The state of Kerala is teeming with young engineers. On the southwestern coast of India, it has close to 150 engineering schools. Thousands of their graduates, however, leave not only Kerala but also India to work for high-tech companies elsewhere. The state wants these young engineers to do something they rarely consider: stay at home and start their own businesses. In the long run, Kerala wants to create an innovation-driven economy similar to California’s Silicon Valley.
India is 73rd out of 78 nations ranked in the Global Entrepreneurship and Development Index, published by Imperial College Business School, George Mason University, and the University of Pecs. “Less than 1 percent of graduates from these [Indian] institutions think about entrepreneurship,” says IEEE Senior Member Srinivasan Ravindran, the 2014 chair of the IEEE Kerala Section. “But a majority of students are innovative, and when mentored to become entrepreneurs, they turn out to be more productive working for themselves than working for a traditional company.”
Kerala, in partnership with its universities and organizations like IEEE, has made it a priority to foster an entrepreneurial spirit among its talented professionals and engineering students by setting up an environment to help them flourish.
To this end, the state has funded three so-called incubation hubs, located in the capital of Trivandrum and housed in three of the 10 buildings that make up India’s largest technology park, Technopark. The Technopark Technology Business Incubation Centre was started in 2002 by the government of Kerala, and based on its success, in 2006 the state’s Department of Science and Technology established the Technopark Technology Business Incubator. The National Centre for Innovation, Incubation, and Entrepreneurship (NCIIE) is where members of the incubators come for training on topics such as developing business plans, budgeting, and marketing.
Those who want to become members have to apply and go before a committee that judges them on such criteria as the soundness of their business plans, the potential to employ people, and the ability to generate revenue.
The business incubation center provides the office space for the startups, while the technology incubator is where they go to get help with identifying technologies to develop. At the center the entrepreneurs get access to technical experts, specialized equipment, and assistance with arranging for seed capital.
In a 2013 interview published in Rediff Business, K.C. Chandrasekharan Nair, managing director of the incubation center, said it had incubated 200 companies and more than 96 percent are successful, he said. “This is a world record, as the average success rate [for startups] is 50 percent.”
The wireless company MobMe and mobile search engine Innoz Technologies were among those incubated in Technopark.
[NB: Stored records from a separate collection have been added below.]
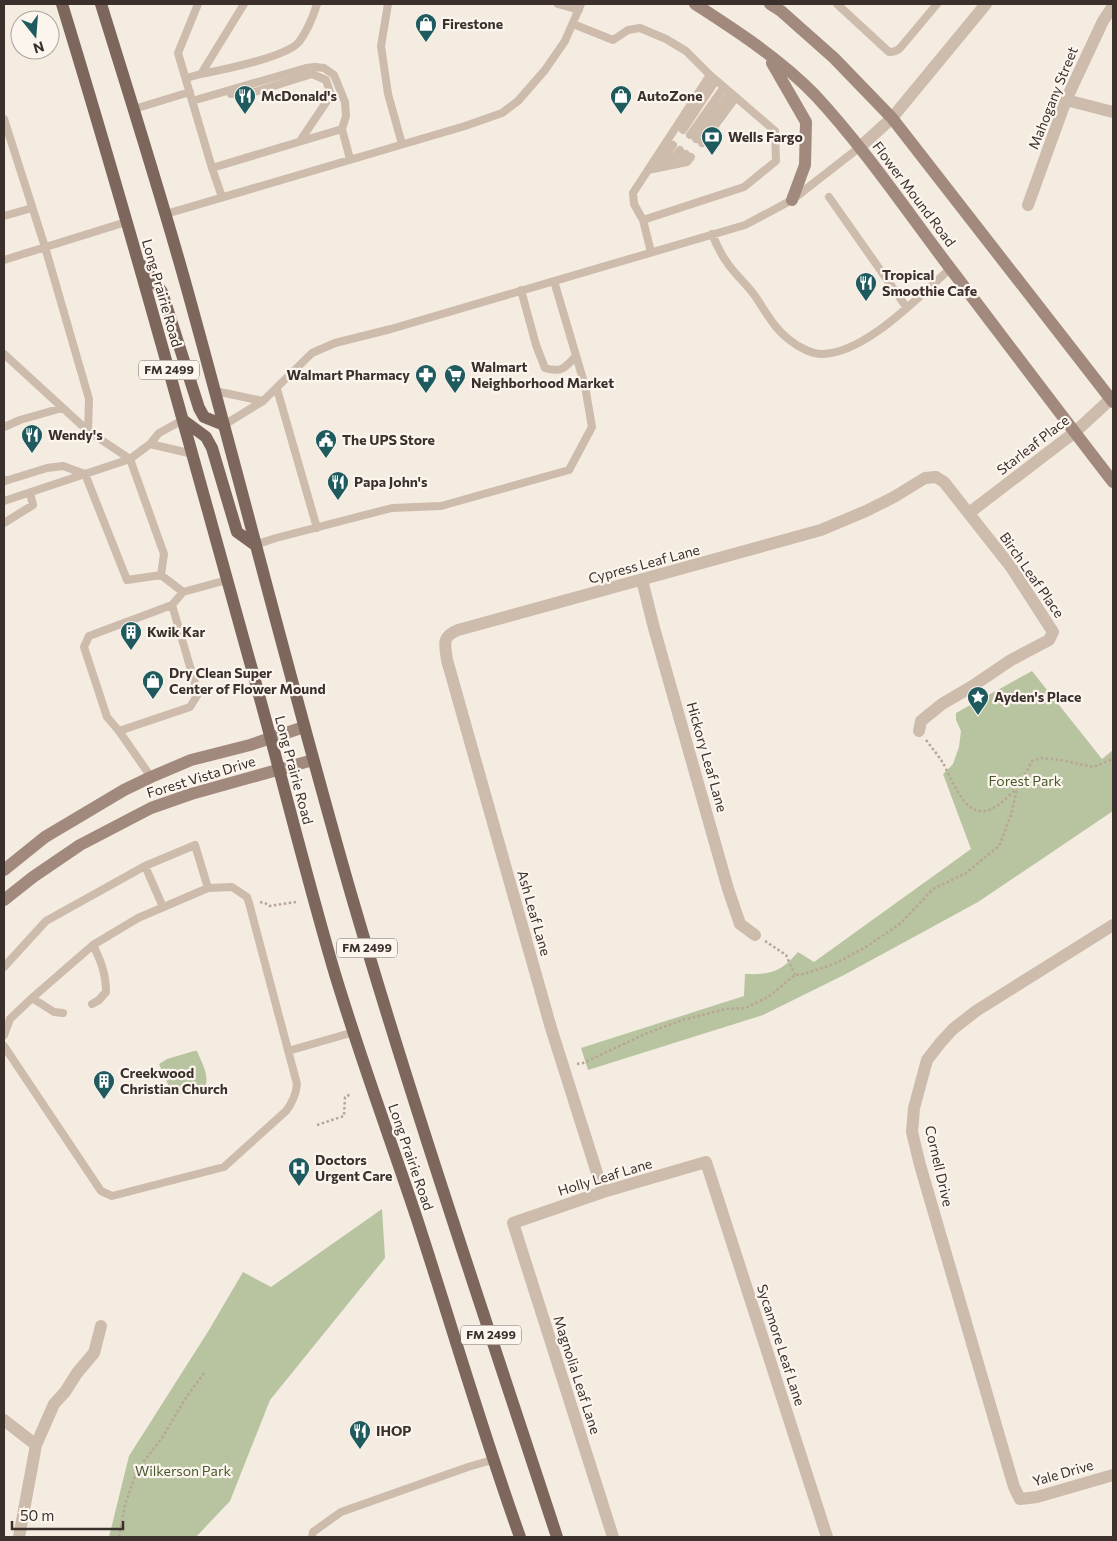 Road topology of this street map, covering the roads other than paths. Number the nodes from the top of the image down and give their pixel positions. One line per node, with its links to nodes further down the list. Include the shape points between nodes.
1 (62, 4): 47 (main road, Long Prairie Road / FM 2499)
2 (101, 4): 26 (main road, Long Prairie Road / FM 2499)
3 (198, 4): 18 (lane, via 178,53)
4 (244, 4): 17 (lane)
5 (317, 4): 17 (lane, via 298,43 284,52)
6 (388, 4): 33 (lane, via 381,46 388,94)
7 (558, 4): 14 (lane)
8 (695, 4): 16 (main road, Flower Mound Road)
9 (770, 4): 28 (main road, Flower Mound Road, via 834,58)
10 (836, 4): 11 (lane, via 889,52 901,47)
11 (937, 4)
12 (986, 4): 28 (street)
13 (1113, 6): 24 (street, Mahogany Street)
14 (580, 7): 15 (lane)
15 (573, 24): 19 (lane, via 613,40 628,30 640,28 686,51); 33 (lane, via 546,70 518,101 483,120)
16 (768, 54): 35 (main road, Flower Mound Road, via 814,94); 41 (main road, via 806,122 805,165)
17 (201, 74): 18 (lane)
18 (186, 78): 21 (lane)
19 (713, 78): 20 (lane); 31 (lane); 37 (lane)
20 (724, 87): 23 (lane); 23 (lane, via 696,139)
21 (190, 92): 25 (lane); 26 (lane)
22 (218, 94): 25 (lane); 30 (lane, via 306,68 324,68 334,75 345,102 346,116); 32 (lane, via 251,93 312,74 326,80 331,95)
23 (733, 95): 46 (lane, via 775,131 776,161 744,187)
24 (1066, 100): 27 (street); 42 (street, Mahogany Street)
25 (192, 101): 38 (lane)
26 (134, 109): 44 (main road, Long Prairie Road / FM 2499)
27 (1113, 112)
28 (892, 118): 35 (street); 62 (main road, Flower Mound Road)
29 (4, 119): 43 (lane)
30 (342, 129): 32 (lane); 36 (lane)
31 (683, 130)
32 (300, 142): 38 (lane)
33 (402, 144): 36 (lane)
34 (673, 144): 37 (lane)
35 (860, 147): 41 (lane); 53 (main road, Flower Mound Road)
36 (350, 159): 40 (lane)
37 (650, 166): 37 (lane, via 685,154 687,162); 46 (lane, via 633,193 634,204)
38 (212, 168): 40 (lane)
39 (829, 197): 56 (lane)
40 (222, 198): 44 (lane)
41 (792, 200): 48 (lane, via 745,225)
42 (1028, 205)
43 (32, 208): 45 (lane); 49 (lane)
44 (166, 214): 61 (main road, Long Prairie Road / FM 2499)
45 (4, 216)
46 (643, 220): 50 (lane)
47 (126, 222): 49 (lane); 51 (main road, Long Prairie Road / FM 2499)
48 (712, 234): 50 (lane); 56 (lane, via 726,262 754,294 777,328 802,348 821,354 849,348)
49 (45, 247): 52 (lane); 68 (lane, via 89,400)
50 (651, 252): 54 (lane)
51 (137, 258): 65 (main road, Long Prairie Road / FM 2499); 66 (main road, via 162,292 199,408 204,417)
52 (4, 260)
53 (950, 268): 56 (lane); 69 (main road, Flower Mound Road)
54 (554, 281): 55 (lane); 58 (lane)
55 (521, 290): 58 (lane, via 544,368 555,371 566,367); 60 (lane, via 335,343 312,353)
56 (907, 308)
57 (4, 354): 59 (lane)
58 (576, 356): 81 (lane, via 592,427 570,470 441,506 392,508)
59 (7, 363): 64 (lane)
60 (276, 389): 63 (lane); 81 (lane)
61 (215, 391): 63 (lane); 66 (main road, Long Prairie Road / FM 2499)
62 (1113, 400): 69 (street, Starleaf Place)
63 (263, 401): 66 (lane)
64 (62, 408): 67 (lane); 68 (lane)
65 (184, 420): 70 (lane, via 160,433); 71 (main road, Long Prairie Road / FM 2499); 82 (main road, via 206,437 237,532)
66 (224, 425): 82 (main road, Long Prairie Road / FM 2499)
67 (4, 427)
68 (88, 430): 72 (lane)
69 (1075, 432): 75 (main road, Flower Mound Road); 78 (street, Starleaf Place)
70 (150, 444): 71 (lane); 72 (lane)
71 (192, 454): 84 (main road, Long Prairie Road / FM 2499)
72 (130, 459): 73 (lane); 83 (lane, via 164,554)
73 (85, 474): 74 (lane, via 63,466); 76 (lane); 83 (lane, via 127,580)
74 (4, 480)
75 (1113, 482)
76 (30, 493): 77 (lane); 80 (lane, via 33,505)
77 (4, 501)
78 (968, 513): 79 (street, Birch Leaf Place, via 944,482 936,477 926,478); 90 (street, Birch Leaf Place, via 1011,567 1052,632 1049,640 942,704 921,721)
79 (853, 517): 85 (street, Cypress Leaf Lane, via 821,530)
80 (4, 523)
81 (317, 528): 82 (lane)
82 (256, 545): 89 (main road, Long Prairie Road / FM 2499)
83 (161, 575): 86 (lane)
84 (227, 580): 86 (lane); 92 (main road, Long Prairie Road / FM 2499)
85 (642, 580): 88 (street, Cypress Leaf Lane, via 458,630 449,634); 102 (street, Hickory Leaf Lane, via 728,889 740,924)
86 (183, 592): 87 (lane)
87 (172, 605): 91 (lane, via 198,694 190,707); 91 (lane, via 89,636 84,647 107,717)
88 (445, 641): 114 (street, Ash Leaf Lane, via 447,660 551,1028)
89 (304, 727): 92 (main road, Forest Vista Drive); 93 (main road, Long Prairie Road / FM 2499)
90 (919, 730)
91 (119, 731): 95 (lane)
92 (270, 738): 94 (main road, Long Prairie Road / FM 2499); 95 (main road, Forest Vista Drive, via 191,760)
93 (313, 760): 94 (main road, Forest Vista Drive); 125 (main road, Long Prairie Road / FM 2499, via 372,965)
94 (279, 769): 99 (main road, Forest Vista Drive, via 151,808 80,845); 109 (main road, Long Prairie Road / FM 2499, via 318,915)
95 (151, 777): 97 (main road, Forest Vista Drive, via 45,837)
96 (145, 866): 98 (lane, via 195,846); 100 (lane); 104 (lane, via 46,921)
97 (4, 870)
98 (208, 888): 100 (lane); 112 (lane, via 232,887 247,897)
99 (4, 900)
100 (163, 907): 103 (lane)
101 (1113, 925): 121 (street, Cornell Drive, via 976,1011 953,1029 927,1060 914,1108 912,1132 920,1165)
102 (755, 935)
103 (93, 945): 105 (lane); 106 (lane, via 103,966 106,992)
104 (4, 967)
105 (32, 998): 107 (lane, via 54,1012); 108 (lane)
106 (92, 1004)
107 (63, 1013)
108 (7, 1017): 110 (lane)
109 (354, 1032): 112 (lane); 119 (main road, Long Prairie Road / FM 2499, via 416,1216)
110 (4, 1035)
111 (4, 1046): 112 (lane, via 101,1191 112,1196 224,1167 292,1104 297,1084)
112 (288, 1051)
113 (706, 1162): 114 (street, Holly Leaf Lane); 127 (street, Sycamore Leaf Lane)
114 (603, 1192): 115 (street, Holly Leaf Lane)
115 (513, 1222): 126 (street, Magnolia Leaf Lane)
116 (101, 1326): 118 (street, via 94,1353 54,1404)
117 (4, 1420): 118 (street)
118 (36, 1445): 122 (street)
119 (492, 1460): 123 (lane, via 341,1512 313,1532); 124 (main road, Long Prairie Road / FM 2499)
120 (1113, 1475): 121 (street, Yale Drive)
121 (1020, 1499)
122 (19, 1537)
123 (312, 1537)
124 (520, 1537)
125 (556, 1537)
126 (614, 1537)
127 (827, 1537)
PRIVATELY FUNDED INNOVATIONS
Separate from Technopark is India’s first technology business incubator funded jointly by the public and private sector, as well as the state. Startup Village, which launched in 2012, is located in Kochi, about 206 kilometers from the state capital, and focuses on technology product startups. While anyone can become a member, its aim is to foster entrepreneurship among students and recent grads. Its sponsors include Infosys cofounder Kris Gopalakrishnan, Cisco, ICICI Bank, KPMG, and the state’s department of science and technology.
So far Startup Village has helped more than 500 ventures. The fledgling businesses get perks either through the village or through partner organizations such as money from an angel fund, interest-free loans, technical support and legal services, and Web hosting services. Some of the village’s amenities include office space and Internet access. It also holds technology workshops, hackathons, and networking events.
Two successful ventures that have come from the incubator include Fin, a finger-mounted remote control, and Rico, which turns a smartphone into home security devices or a monitoring device for smart homes.
One of those the incubator helped is IEEE Member Arjun Pillai, the cofounder of Profoundis, which so far offers the Vibe app. The app is for salespeople who need additional information about sales leads and prospective customers. It searches the Web and social media to fetch information and builds a profile, which can be uploaded into a customer support system.
THE RIGHT MIND-SET
These hubs can exist only if there’s a steady supply of people wanting to launch their own businesses. The IEEE Kerala Section does its part by working with IEEE student branches to encourage innovation. The global IEEE Young Professionals group is doing the same, says Pillai who is vice chair.
More than half of the major engineering universities have student branches. The branches regularly organize talks by industry representatives and host networking events with successful startups. According to Ravindran, the Kerala government also offers special incentives to engineering students who want to launch their own companies.
The Kerala Section also formed the Promotion of Innovation and Entrepreneurship Program, which aims to pair students with mentees who own their own companies. There’s also a new IEEE Consultants Network, which will match technical consultants with clients.
Realizing that the section could not continue to churn out entrepreneurs on its own, last October it brought together leaders from government, academia, industry, and startups to discuss how they could work better together to this same end. Recommendations included assigning students projects that would apply what they learned in class to solving real-life problems, creating awareness about the importance that patents have in developing new technologies, and encouraging industries to work with researchers on new products as a way to instill an entrepreneurial spirit, says Ravindran, who is now vice chair of the IEEE India Council’s Industry Relations group.
“It is important to ensure that our young professionals have the ability to create innovations from the technology they are exposed to,” he says.